What you should do.
Go through the entries and copy every one exactly.

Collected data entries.
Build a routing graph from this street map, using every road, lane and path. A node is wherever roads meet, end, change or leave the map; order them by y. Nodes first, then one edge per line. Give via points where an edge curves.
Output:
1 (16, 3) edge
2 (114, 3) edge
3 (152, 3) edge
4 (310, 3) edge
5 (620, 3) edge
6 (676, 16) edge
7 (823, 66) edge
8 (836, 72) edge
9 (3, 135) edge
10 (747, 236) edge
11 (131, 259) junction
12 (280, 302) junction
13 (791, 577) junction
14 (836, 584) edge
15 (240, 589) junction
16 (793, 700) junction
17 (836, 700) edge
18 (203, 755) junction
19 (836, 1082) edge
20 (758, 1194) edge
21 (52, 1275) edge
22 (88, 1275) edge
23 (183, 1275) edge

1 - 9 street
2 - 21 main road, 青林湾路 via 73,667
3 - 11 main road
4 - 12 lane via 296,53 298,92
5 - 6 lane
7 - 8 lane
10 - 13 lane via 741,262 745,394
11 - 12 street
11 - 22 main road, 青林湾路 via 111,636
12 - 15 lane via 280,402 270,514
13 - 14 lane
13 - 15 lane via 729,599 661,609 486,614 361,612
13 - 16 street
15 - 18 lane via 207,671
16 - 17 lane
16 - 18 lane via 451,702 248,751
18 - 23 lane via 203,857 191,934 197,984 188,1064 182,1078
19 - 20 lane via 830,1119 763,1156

Solution to the problem.
Build a routing graph from this street map, using every road, lane and path. A node is wherever roads meet, end, change or leave the map; order them by y. Nodes first, then one edge per line. Give via points where an edge curves.
Output:
1 (16, 3) edge
2 (114, 3) edge
3 (152, 3) edge
4 (310, 3) edge
5 (620, 3) edge
6 (676, 16) edge
7 (823, 66) edge
8 (836, 72) edge
9 (3, 135) edge
10 (747, 236) edge
11 (131, 259) junction
12 (280, 302) junction
13 (791, 577) junction
14 (836, 584) edge
15 (240, 589) junction
16 (793, 700) junction
17 (836, 700) edge
18 (203, 755) junction
19 (836, 1082) edge
20 (758, 1194) edge
21 (52, 1275) edge
22 (88, 1275) edge
23 (183, 1275) edge

1 - 9 street
2 - 21 main road, 青林湾路 via 73,667
3 - 11 main road
4 - 12 lane via 296,53 298,92
5 - 6 lane
7 - 8 lane
10 - 13 lane via 741,262 745,394
11 - 12 street
11 - 22 main road, 青林湾路 via 111,636
12 - 15 lane via 280,402 270,514
13 - 14 lane
13 - 15 lane via 729,599 661,609 486,614 361,612
13 - 16 street
15 - 18 lane via 207,671
16 - 17 lane
16 - 18 lane via 451,702 248,751
18 - 23 lane via 203,857 191,934 197,984 188,1064 182,1078
19 - 20 lane via 830,1119 763,1156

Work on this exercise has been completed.